**What you are asked to do**
Repeat, exactly as written, all of the entries, but not their pictures.

(Records drawn from a dataset)

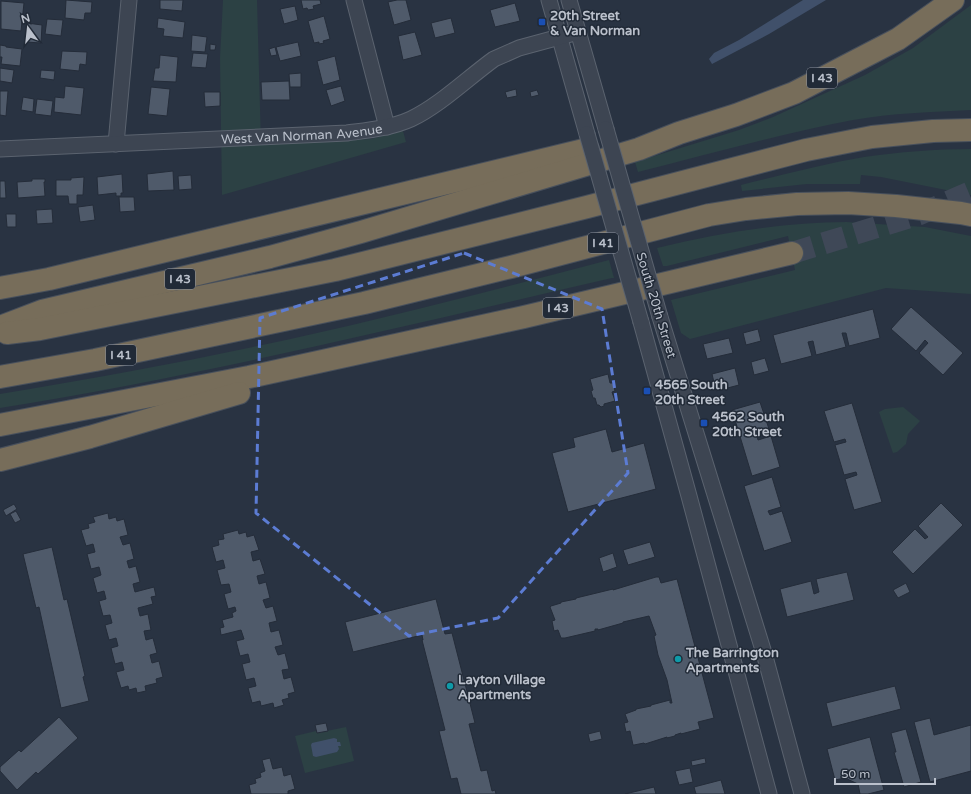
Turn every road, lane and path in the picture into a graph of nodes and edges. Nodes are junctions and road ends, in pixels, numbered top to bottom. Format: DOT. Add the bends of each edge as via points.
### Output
graph roads {
  1 [pos="129,0"];
  2 [pos="354,0"];
  3 [pos="549,0"];
  4 [pos="569,0"];
  5 [pos="953,0"];
  6 [pos="578,32"];
  7 [pos="558,37"];
  8 [pos="387,127"];
  9 [pos="971,130"];
  10 [pos="679,134"];
  11 [pos="116,144"];
  12 [pos="0,149"];
  13 [pos="971,215"];
  14 [pos="792,253"];
  15 [pos="0,288"];
  16 [pos="0,327"];
  17 [pos="0,334"];
  18 [pos="324,361"];
  19 [pos="0,377"];
  20 [pos="690,414"];
  21 [pos="667,420"];
  22 [pos="0,425"];
  23 [pos="0,460"];
  24 [pos="768,794"];
  25 [pos="802,794"];
  1 -- 11 [label="street"];
  2 -- 8 [label="street"];
  3 -- 7 [label="street, South 20th Street"];
  4 -- 6 [label="street, South 20th Street"];
  5 -- 10 [label="highway, I 43" via="898,39 794,92"];
  6 -- 7 [label="street, West Van Norman Avenue"];
  6 -- 20 [label="street, South 20th Street, bridge"];
  7 -- 8 [label="street, West Van Norman Avenue" via="506,52 424,111 411,119"];
  7 -- 21 [label="street, South 20th Street, bridge"];
  8 -- 11 [label="street, West Van Norman Avenue" via="348,133"];
  9 -- 17 [label="highway" via="913,133 848,141 335,270 40,329"];
  10 -- 15 [label="highway" via="635,138 56,277"];
  10 -- 16 [label="highway, I 43" via="639,149 361,232 263,259 42,311"];
  11 -- 12 [label="street, West Van Norman Avenue"];
  13 -- 19 [label="highway, I 41" via="903,206 848,203 797,204 709,215 511,267 364,302 95,360"];
  14 -- 18 [label="highway, I 43"];
  18 -- 22 [label="highway, I 43"];
  18 -- 23 [label="highway" via="312,375 222,397 90,437"];
  20 -- 21 [label="street"];
  20 -- 25 [label="street, South 20th Street" via="764,653"];
  21 -- 24 [label="street, South 20th Street"];
}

**Answer area**
Turn every road, lane and path in the picture into a graph of nodes and edges. Nodes are junctions and road ends, in pixels, numbered top to bottom. Format: DOT. Add the bends of each edge as via points.
### Output
graph roads {
  1 [pos="129,0"];
  2 [pos="354,0"];
  3 [pos="549,0"];
  4 [pos="569,0"];
  5 [pos="953,0"];
  6 [pos="578,32"];
  7 [pos="558,37"];
  8 [pos="387,127"];
  9 [pos="971,130"];
  10 [pos="679,134"];
  11 [pos="116,144"];
  12 [pos="0,149"];
  13 [pos="971,215"];
  14 [pos="792,253"];
  15 [pos="0,288"];
  16 [pos="0,327"];
  17 [pos="0,334"];
  18 [pos="324,361"];
  19 [pos="0,377"];
  20 [pos="690,414"];
  21 [pos="667,420"];
  22 [pos="0,425"];
  23 [pos="0,460"];
  24 [pos="768,794"];
  25 [pos="802,794"];
  1 -- 11 [label="street"];
  2 -- 8 [label="street"];
  3 -- 7 [label="street, South 20th Street"];
  4 -- 6 [label="street, South 20th Street"];
  5 -- 10 [label="highway, I 43" via="898,39 794,92"];
  6 -- 7 [label="street, West Van Norman Avenue"];
  6 -- 20 [label="street, South 20th Street, bridge"];
  7 -- 8 [label="street, West Van Norman Avenue" via="506,52 424,111 411,119"];
  7 -- 21 [label="street, South 20th Street, bridge"];
  8 -- 11 [label="street, West Van Norman Avenue" via="348,133"];
  9 -- 17 [label="highway" via="913,133 848,141 335,270 40,329"];
  10 -- 15 [label="highway" via="635,138 56,277"];
  10 -- 16 [label="highway, I 43" via="639,149 361,232 263,259 42,311"];
  11 -- 12 [label="street, West Van Norman Avenue"];
  13 -- 19 [label="highway, I 41" via="903,206 848,203 797,204 709,215 511,267 364,302 95,360"];
  14 -- 18 [label="highway, I 43"];
  18 -- 22 [label="highway, I 43"];
  18 -- 23 [label="highway" via="312,375 222,397 90,437"];
  20 -- 21 [label="street"];
  20 -- 25 [label="street, South 20th Street" via="764,653"];
  21 -- 24 [label="street, South 20th Street"];
}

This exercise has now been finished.